• **REQUIRED WORK**
Report how many lines in the material hold the word "Howard". No other content is required.

- Opening Delimiter -

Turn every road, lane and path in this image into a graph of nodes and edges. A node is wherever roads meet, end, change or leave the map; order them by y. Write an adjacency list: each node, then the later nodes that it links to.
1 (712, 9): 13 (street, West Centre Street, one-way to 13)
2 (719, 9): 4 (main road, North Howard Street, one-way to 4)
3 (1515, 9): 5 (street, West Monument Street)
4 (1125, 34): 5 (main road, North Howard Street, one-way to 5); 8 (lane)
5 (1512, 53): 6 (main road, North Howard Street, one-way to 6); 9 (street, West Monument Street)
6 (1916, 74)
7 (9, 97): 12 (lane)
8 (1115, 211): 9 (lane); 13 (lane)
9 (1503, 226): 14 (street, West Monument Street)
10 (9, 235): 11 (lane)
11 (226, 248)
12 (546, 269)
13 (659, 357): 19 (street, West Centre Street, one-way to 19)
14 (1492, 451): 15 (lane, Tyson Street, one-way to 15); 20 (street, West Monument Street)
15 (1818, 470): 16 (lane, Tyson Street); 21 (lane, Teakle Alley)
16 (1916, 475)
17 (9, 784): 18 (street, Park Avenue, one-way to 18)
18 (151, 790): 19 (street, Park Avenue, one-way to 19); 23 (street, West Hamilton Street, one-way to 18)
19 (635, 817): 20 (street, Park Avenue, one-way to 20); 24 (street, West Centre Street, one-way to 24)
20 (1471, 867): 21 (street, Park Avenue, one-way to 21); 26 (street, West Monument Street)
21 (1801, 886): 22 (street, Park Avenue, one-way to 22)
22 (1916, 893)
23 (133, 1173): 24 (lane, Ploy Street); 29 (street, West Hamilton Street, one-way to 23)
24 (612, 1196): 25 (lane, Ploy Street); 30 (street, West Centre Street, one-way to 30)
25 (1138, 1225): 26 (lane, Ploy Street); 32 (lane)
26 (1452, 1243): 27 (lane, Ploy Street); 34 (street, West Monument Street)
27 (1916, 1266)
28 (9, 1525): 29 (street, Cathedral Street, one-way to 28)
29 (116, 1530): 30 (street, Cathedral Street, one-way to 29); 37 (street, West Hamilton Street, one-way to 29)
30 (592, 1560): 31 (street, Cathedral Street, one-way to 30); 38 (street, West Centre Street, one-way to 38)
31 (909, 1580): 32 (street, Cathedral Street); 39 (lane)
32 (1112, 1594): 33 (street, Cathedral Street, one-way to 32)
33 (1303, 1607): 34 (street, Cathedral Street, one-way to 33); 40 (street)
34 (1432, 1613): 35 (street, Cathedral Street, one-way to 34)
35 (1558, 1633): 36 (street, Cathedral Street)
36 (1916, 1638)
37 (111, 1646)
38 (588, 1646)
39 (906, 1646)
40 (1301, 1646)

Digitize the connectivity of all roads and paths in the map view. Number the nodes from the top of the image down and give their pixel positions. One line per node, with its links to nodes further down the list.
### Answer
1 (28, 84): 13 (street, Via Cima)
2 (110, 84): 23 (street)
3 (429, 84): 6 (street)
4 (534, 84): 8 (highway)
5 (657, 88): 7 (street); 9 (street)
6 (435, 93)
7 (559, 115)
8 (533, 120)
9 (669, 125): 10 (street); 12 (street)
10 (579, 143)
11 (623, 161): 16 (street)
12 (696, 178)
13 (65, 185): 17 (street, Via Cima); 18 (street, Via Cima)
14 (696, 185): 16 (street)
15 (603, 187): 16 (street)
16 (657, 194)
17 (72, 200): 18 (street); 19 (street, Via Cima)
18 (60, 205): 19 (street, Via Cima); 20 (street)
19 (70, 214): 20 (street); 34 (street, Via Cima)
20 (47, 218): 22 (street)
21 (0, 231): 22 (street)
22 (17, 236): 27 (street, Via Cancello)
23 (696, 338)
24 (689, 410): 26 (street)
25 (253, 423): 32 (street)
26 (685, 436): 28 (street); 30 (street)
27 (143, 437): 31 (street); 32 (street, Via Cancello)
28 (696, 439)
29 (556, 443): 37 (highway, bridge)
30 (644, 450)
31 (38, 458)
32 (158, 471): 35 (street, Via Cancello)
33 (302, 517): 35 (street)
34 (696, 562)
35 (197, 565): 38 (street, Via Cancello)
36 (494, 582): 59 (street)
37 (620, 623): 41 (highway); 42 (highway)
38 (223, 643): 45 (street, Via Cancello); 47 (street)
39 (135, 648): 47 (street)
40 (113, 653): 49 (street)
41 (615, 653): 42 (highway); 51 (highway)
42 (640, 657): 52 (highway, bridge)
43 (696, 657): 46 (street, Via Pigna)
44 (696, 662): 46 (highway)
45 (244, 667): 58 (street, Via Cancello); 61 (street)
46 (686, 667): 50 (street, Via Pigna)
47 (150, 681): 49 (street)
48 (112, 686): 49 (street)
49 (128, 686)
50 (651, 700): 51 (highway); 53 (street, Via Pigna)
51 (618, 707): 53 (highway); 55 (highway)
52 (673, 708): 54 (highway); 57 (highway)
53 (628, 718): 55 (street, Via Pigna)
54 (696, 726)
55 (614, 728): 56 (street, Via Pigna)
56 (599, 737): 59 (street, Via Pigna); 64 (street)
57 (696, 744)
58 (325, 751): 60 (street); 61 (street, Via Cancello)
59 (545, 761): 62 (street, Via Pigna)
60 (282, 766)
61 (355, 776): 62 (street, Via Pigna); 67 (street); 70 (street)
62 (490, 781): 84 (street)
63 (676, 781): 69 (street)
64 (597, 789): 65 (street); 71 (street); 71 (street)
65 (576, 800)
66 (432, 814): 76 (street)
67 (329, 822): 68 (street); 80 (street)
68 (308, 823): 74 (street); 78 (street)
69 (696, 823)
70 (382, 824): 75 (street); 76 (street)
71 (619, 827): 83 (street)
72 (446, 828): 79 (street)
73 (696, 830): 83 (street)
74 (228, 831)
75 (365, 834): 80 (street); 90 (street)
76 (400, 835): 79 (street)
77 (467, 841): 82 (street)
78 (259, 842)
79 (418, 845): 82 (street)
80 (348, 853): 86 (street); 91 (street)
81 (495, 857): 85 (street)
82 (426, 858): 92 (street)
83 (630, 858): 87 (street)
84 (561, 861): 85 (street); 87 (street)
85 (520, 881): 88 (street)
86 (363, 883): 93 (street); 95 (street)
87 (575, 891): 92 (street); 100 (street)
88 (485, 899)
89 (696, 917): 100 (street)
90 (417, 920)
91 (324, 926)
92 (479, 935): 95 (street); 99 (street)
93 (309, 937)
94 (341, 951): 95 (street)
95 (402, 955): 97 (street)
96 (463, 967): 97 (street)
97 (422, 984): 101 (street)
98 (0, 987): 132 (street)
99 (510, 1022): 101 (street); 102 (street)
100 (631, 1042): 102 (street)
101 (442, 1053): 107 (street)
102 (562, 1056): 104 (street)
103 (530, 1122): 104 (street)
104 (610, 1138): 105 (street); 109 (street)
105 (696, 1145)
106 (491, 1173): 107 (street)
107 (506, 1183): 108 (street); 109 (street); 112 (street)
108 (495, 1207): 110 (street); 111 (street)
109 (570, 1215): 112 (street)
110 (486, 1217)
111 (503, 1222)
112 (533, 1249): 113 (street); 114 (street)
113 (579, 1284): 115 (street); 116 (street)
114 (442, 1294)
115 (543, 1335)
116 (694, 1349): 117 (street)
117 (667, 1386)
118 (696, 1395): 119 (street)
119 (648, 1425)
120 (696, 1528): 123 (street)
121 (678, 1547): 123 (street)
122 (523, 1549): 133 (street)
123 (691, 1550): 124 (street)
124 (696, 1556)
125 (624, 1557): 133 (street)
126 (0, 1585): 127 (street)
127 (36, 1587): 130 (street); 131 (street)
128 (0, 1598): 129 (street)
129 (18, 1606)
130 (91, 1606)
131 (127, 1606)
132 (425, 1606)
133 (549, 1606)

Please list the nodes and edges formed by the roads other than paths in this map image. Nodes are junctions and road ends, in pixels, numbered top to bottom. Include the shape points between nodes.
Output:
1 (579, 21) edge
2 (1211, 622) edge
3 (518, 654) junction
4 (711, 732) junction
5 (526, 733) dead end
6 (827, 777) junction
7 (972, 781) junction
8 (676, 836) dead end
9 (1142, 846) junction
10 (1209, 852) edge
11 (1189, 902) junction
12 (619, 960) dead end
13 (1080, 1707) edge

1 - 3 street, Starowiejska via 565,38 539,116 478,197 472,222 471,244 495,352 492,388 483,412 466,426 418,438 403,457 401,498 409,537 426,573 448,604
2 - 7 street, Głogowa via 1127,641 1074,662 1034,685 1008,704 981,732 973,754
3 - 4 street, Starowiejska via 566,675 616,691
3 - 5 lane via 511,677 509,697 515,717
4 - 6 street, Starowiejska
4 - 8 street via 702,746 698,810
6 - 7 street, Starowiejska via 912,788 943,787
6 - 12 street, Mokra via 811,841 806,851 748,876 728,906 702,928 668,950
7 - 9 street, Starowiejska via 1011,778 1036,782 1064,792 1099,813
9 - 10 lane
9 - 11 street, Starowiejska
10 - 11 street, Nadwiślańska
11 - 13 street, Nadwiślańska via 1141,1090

- Closing Delimiter -

• **WRITTEN REPLY**
3